**EXERCISE BRIEF:** Go line by line through the entries below and copy those containing the string "positions".

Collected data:

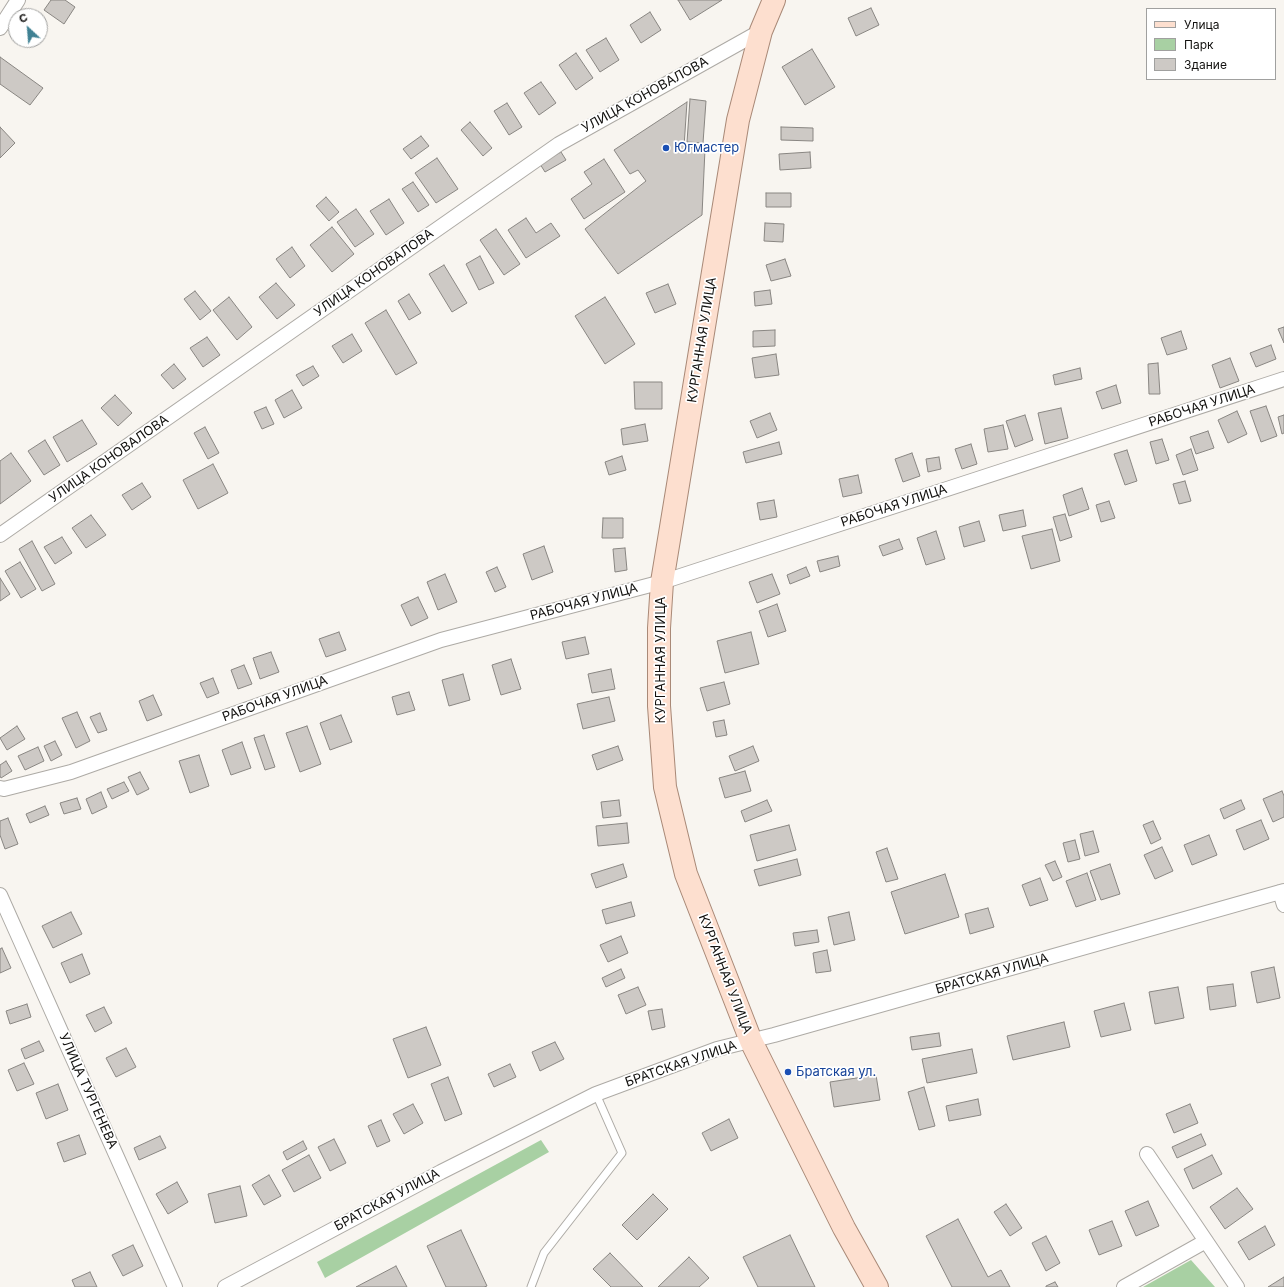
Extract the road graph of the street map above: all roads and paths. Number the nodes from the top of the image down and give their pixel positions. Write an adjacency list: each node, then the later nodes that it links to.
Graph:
1 (18, 0): 3 (street)
2 (774, 0): 4 (main road, КУРГАННАЯ УЛИЦА)
3 (0, 28)
4 (761, 31): 6 (street, УЛИЦА КОНОВАЛОВА); 7 (main road, КУРГАННАЯ УЛИЦА)
5 (1284, 379): 7 (street, РАБОЧАЯ УЛИЦА)
6 (0, 535)
7 (662, 582): 8 (street, РАБОЧАЯ УЛИЦА); 11 (main road, КУРГАННАЯ УЛИЦА)
8 (0, 788)
9 (0, 895): 15 (street, УЛИЦА ТУРГЕНЕВА)
10 (1283, 896): 11 (street, БРАТСКАЯ УЛИЦА)
11 (751, 1041): 12 (street, БРАТСКАЯ УЛИЦА); 18 (main road, КУРГАННАЯ УЛИЦА)
12 (596, 1094): 16 (street, БРАТСКАЯ УЛИЦА); 17 (lane)
13 (1147, 1154): 14 (street)
14 (1206, 1241): 19 (street); 20 (street)
15 (175, 1287)
16 (225, 1287)
17 (532, 1287)
18 (877, 1287)
19 (1124, 1287)
20 (1237, 1287)

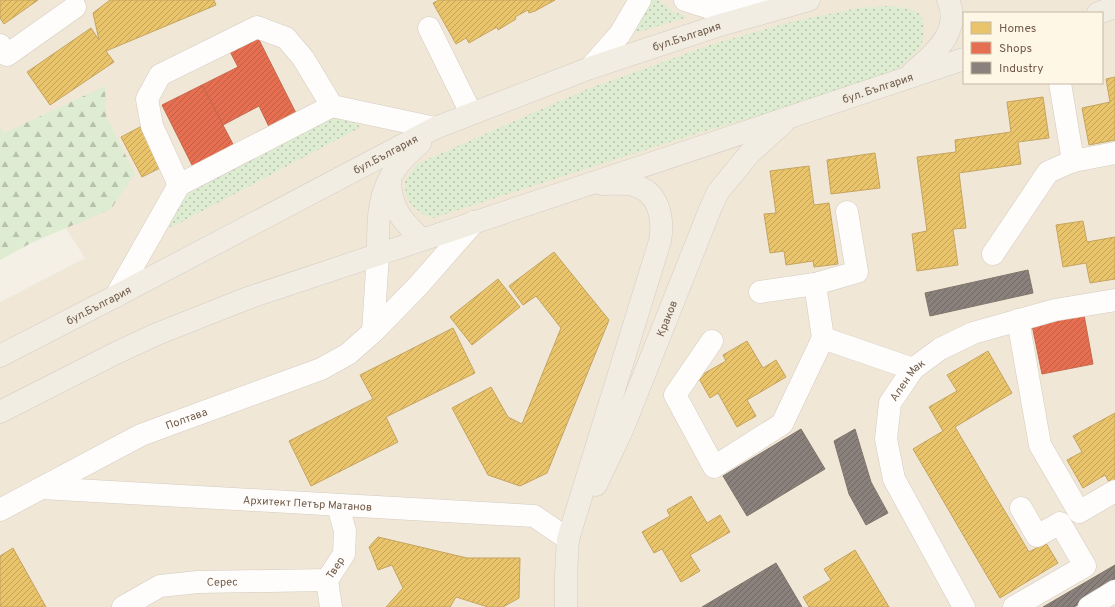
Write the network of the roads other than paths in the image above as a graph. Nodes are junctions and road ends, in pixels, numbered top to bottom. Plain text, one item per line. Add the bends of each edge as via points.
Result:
1 (640, 0) edge
2 (685, 0) edge
3 (948, 0) edge
4 (800, 2) edge
5 (731, 3) edge
6 (75, 7) dead end
7 (1115, 7) edge
8 (1101, 12) edge
9 (717, 26) junction
10 (429, 28) dead end
11 (0, 45) edge
12 (963, 59) edge
13 (590, 68) junction
14 (904, 79) junction
15 (1060, 84) edge
16 (332, 106) junction
17 (471, 113) junction
18 (791, 117) junction
19 (435, 128) junction
20 (1115, 153) edge
21 (1073, 161) junction
22 (389, 178) junction
23 (587, 184) junction
24 (179, 185) junction
25 (846, 212) dead end
26 (474, 222) junction
27 (420, 239) junction
28 (378, 254) junction
29 (993, 254) dead end
30 (815, 284) junction
31 (760, 292) dead end
32 (116, 296) junction
33 (1115, 300) edge
34 (1018, 320) junction
35 (373, 332) junction
36 (823, 338) junction
37 (712, 341) dead end
38 (0, 356) edge
39 (913, 369) junction
40 (0, 412) edge
41 (42, 488) junction
42 (1115, 491) edge
43 (338, 506) junction
44 (1021, 508) dead end
45 (0, 510) edge
46 (568, 539) junction
47 (327, 580) junction
48 (1115, 591) edge
49 (123, 607) edge
50 (330, 607) edge
51 (566, 607) edge
52 (964, 607) edge
53 (1014, 607) edge
54 (1089, 607) edge

1 - 13 street via 620,34
2 - 5 street via 707,7
3 - 14 main road via 952,9 950,29 941,46
4 - 5 street
4 - 9 main road, бул.България
5 - 9 street
6 - 11 street via 7,55
7 - 8 main road
9 - 13 main road, бул.България
10 - 17 street
12 - 14 main road, бул. България
13 - 17 main road, бул.България
14 - 18 main road, бул. България
15 - 21 street
16 - 19 street
16 - 24 street
16 - 24 street via 303,58 286,38 258,27 160,75 147,99 150,119
17 - 19 main road, бул.България
18 - 23 main road
18 - 46 main road, Краков via 749,154 718,192 623,428
19 - 22 main road via 399,163
19 - 32 main road, бул.България
20 - 21 street
21 - 29 street via 1048,172
22 - 27 main road via 394,206 402,220
22 - 28 main road via 378,222
23 - 26 main road
23 - 46 main road, Краков via 634,185 644,189 652,195 657,204 662,227
24 - 32 street
25 - 30 street via 857,272
26 - 27 main road
26 - 35 street, Полтава via 418,286
27 - 28 main road
28 - 35 street
28 - 40 main road via 248,298 157,334
30 - 31 street
30 - 36 street
32 - 38 main road, бул.България
33 - 34 street, Ален Мак via 1055,310
34 - 39 street, Ален Мак via 973,333 940,349
34 - 42 street via 1040,445 1079,512
35 - 41 street, Полтава via 348,354 321,369 141,436
36 - 37 street via 782,424 714,466 675,395
36 - 39 street
39 - 52 street, Ален Мак via 890,403 886,439 894,479
41 - 43 street, Архитект Петър Матанов
41 - 45 street, Полтава
43 - 46 street, Архитект Петър Матанов via 534,516
43 - 47 street, Твер via 345,531 344,554
44 - 53 street via 1037,536 1060,523 1085,566
46 - 51 main road, Краков
47 - 49 street, Серес via 198,582 160,586
47 - 50 street, Твер
48 - 54 street

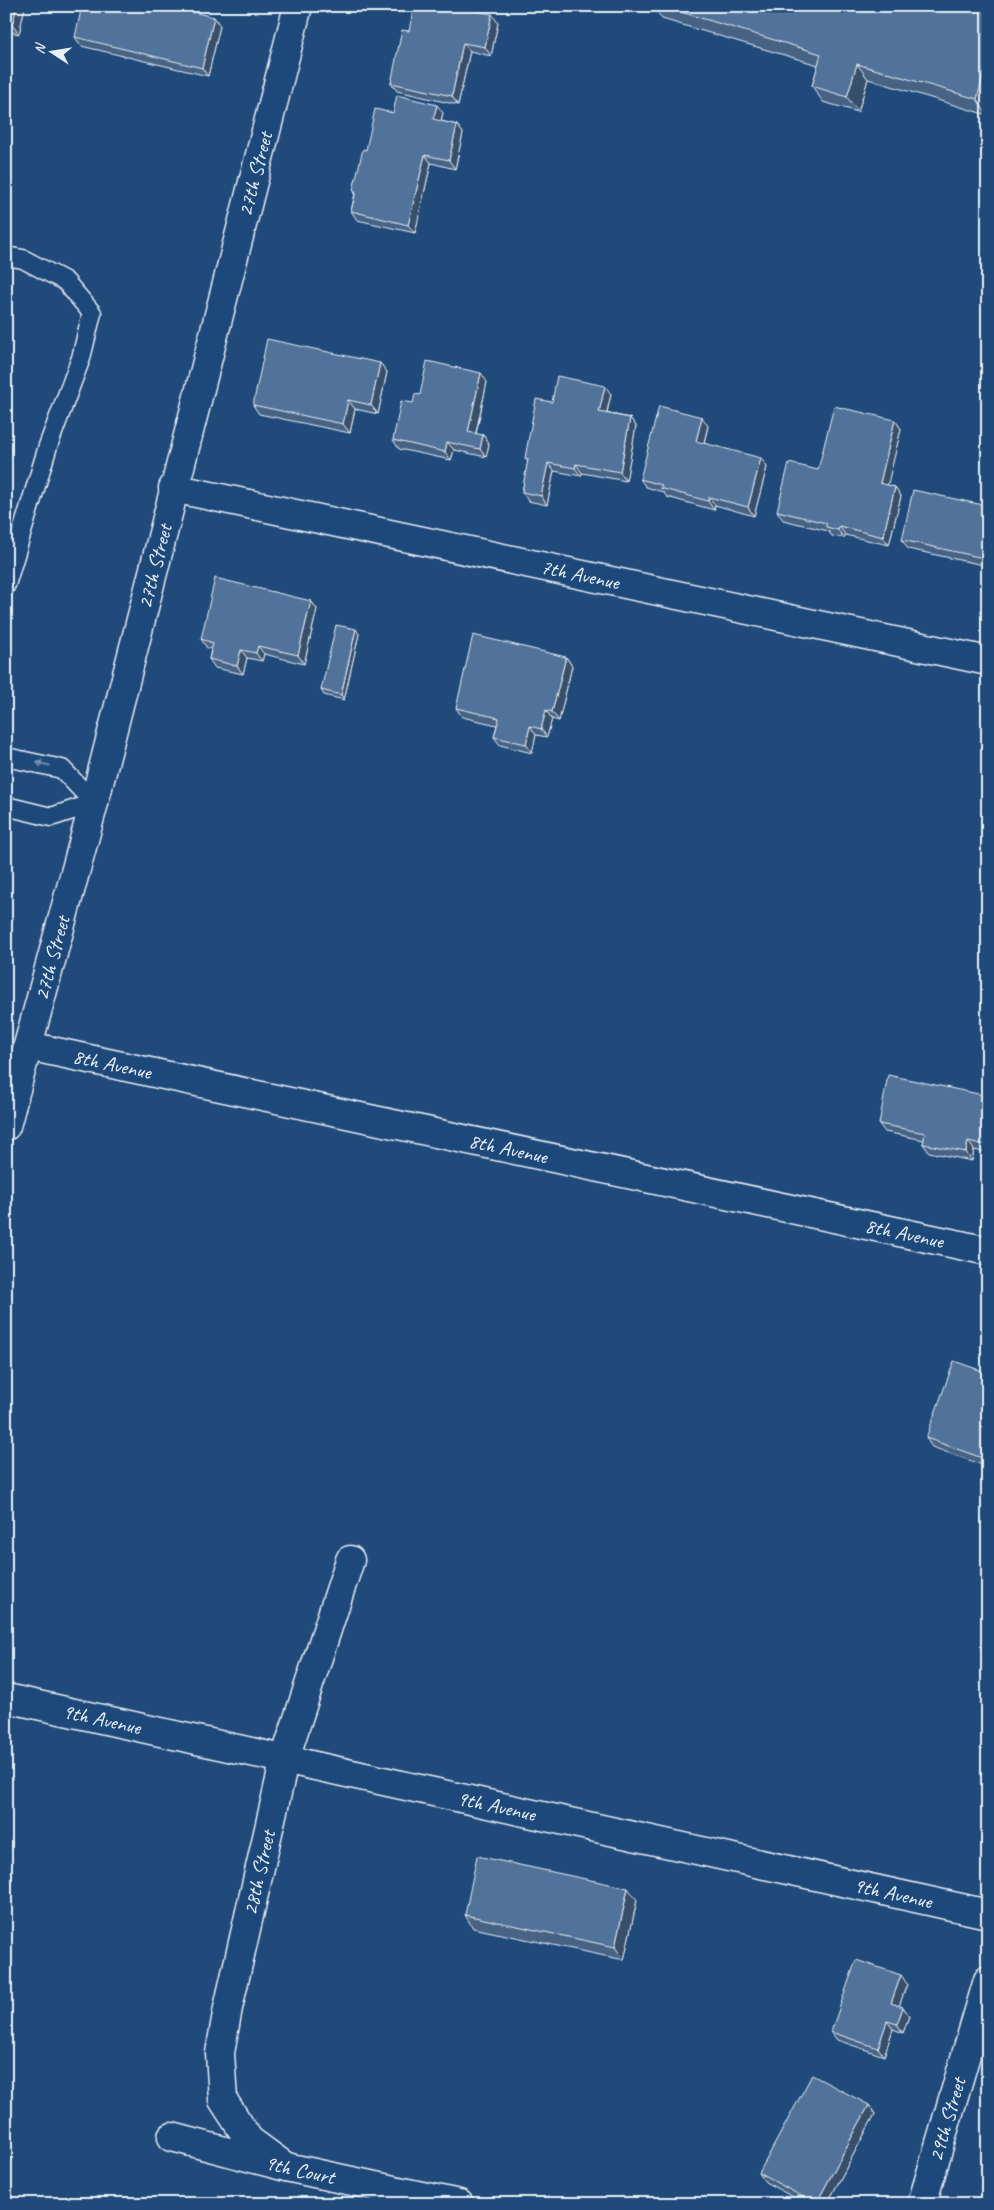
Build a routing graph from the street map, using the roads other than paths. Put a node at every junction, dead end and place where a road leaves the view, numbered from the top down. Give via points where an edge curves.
1 (298, 6) edge
2 (6, 256) edge
3 (173, 488) junction
4 (6, 584) edge
5 (988, 661) edge
6 (6, 757) edge
7 (94, 803) junction
8 (6, 806) edge
9 (28, 1046) junction
10 (6, 1126) edge
11 (988, 1251) edge
12 (350, 1560) dead end
13 (6, 1698) edge
14 (285, 1758) junction
15 (988, 1914) edge
16 (987, 1984) edge
17 (172, 2137) dead end
18 (286, 2167) junction
19 (458, 2204) edge
20 (922, 2204) edge

1 - 3 street, 27th Street
2 - 4 lane via 23,259 65,281 92,313 81,358 48,446
3 - 5 street, 7th Avenue
3 - 7 street, 27th Street
7 -> 6 lane via 62,769
7 - 8 lane via 51,817
7 - 9 street, 27th Street
9 - 10 street, 27th Street
9 - 11 street, 8th Avenue
12 - 14 street, 28th Street
13 - 14 street, 9th Avenue
14 - 15 street, 9th Avenue
14 - 18 street, 28th Street via 220,2053 223,2100 249,2140
16 - 20 street, 29th Street
17 - 18 street, 9th Court
18 - 19 street, 9th Court

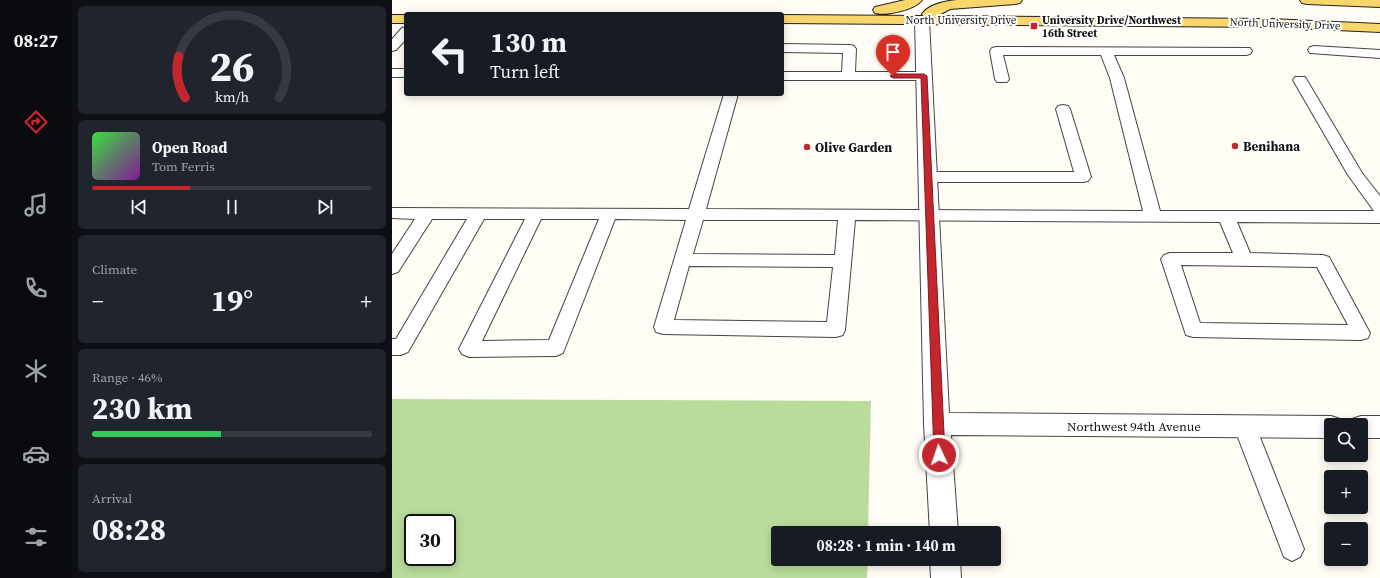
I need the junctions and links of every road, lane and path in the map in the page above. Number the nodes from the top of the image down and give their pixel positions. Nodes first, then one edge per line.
1 (1015, 0) edge
2 (1308, 0) edge
3 (1380, 3) edge
4 (919, 10) edge
5 (392, 19) edge
6 (404, 19) edge
7 (784, 19) edge
8 (807, 20) junction
9 (1380, 28) edge
10 (404, 33) edge
11 (392, 47) edge
12 (784, 48) edge
13 (1314, 50) dead end
14 (1106, 51) junction
15 (1246, 51) dead end
16 (1380, 54) edge
17 (784, 76) edge
18 (848, 76) junction
19 (924, 76) junction
20 (1002, 78) dead end
21 (1300, 80) dead end
22 (729, 96) edge
23 (1063, 109) dead end
24 (928, 177) junction
25 (1380, 208) edge
26 (392, 213) edge
27 (427, 213) junction
28 (479, 213) junction
29 (536, 213) junction
30 (609, 214) junction
31 (696, 214) junction
32 (848, 215) junction
33 (929, 215) junction
34 (1153, 216) junction
35 (1226, 216) junction
36 (1380, 217) edge
37 (1244, 259) junction
38 (683, 260) junction
39 (843, 261) junction
40 (392, 268) edge
41 (392, 347) edge
42 (937, 424) junction
43 (1245, 427) junction
44 (1324, 427) edge
45 (1368, 427) edge
46 (1380, 428) edge
47 (944, 526) edge
48 (1292, 549) dead end
49 (945, 566) edge
50 (946, 578) edge

1 - 4 main road
2 - 3 main road, North University Drive
4 - 8 main road, North University Drive
4 - 8 main road
4 - 9 main road, North University Drive
4 - 19 street
5 - 6 main road
7 - 8 main road, North University Drive
10 - 11 lane
12 - 18 lane
13 - 16 lane
14 - 15 lane
14 - 20 lane
14 - 34 lane
17 - 18 lane
18 - 19 lane
19 - 24 street
21 - 25 lane
22 - 31 lane
23 - 24 lane
24 - 33 street
26 - 27 lane
27 - 28 lane
27 - 40 lane
28 - 29 lane
28 - 41 lane
29 - 30 lane
29 - 30 lane
30 - 31 lane
31 - 32 lane
31 - 38 lane
32 - 33 lane
32 - 39 lane
33 - 34 lane
33 - 42 street
34 - 35 lane
35 - 36 lane
35 - 37 lane
37 - 37 lane
38 - 39 lane
38 - 39 lane
42 - 43 street, Northwest 94th Avenue
42 - 47 street
43 - 44 street, Northwest 94th Avenue
43 - 48 lane
45 - 46 street
49 - 50 street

**RESULT FOR THIS EXERCISE:**
Extract the road graph of the street map above: all roads and paths. Number the nodes from the top of the image down and give their pixel positions. Write an adjacency list: each node, then the later nodes that it links to.
I need the junctions and links of every road, lane and path in the map in the page above. Number the nodes from the top of the image down and give their pixel positions. Nodes first, then one edge per line.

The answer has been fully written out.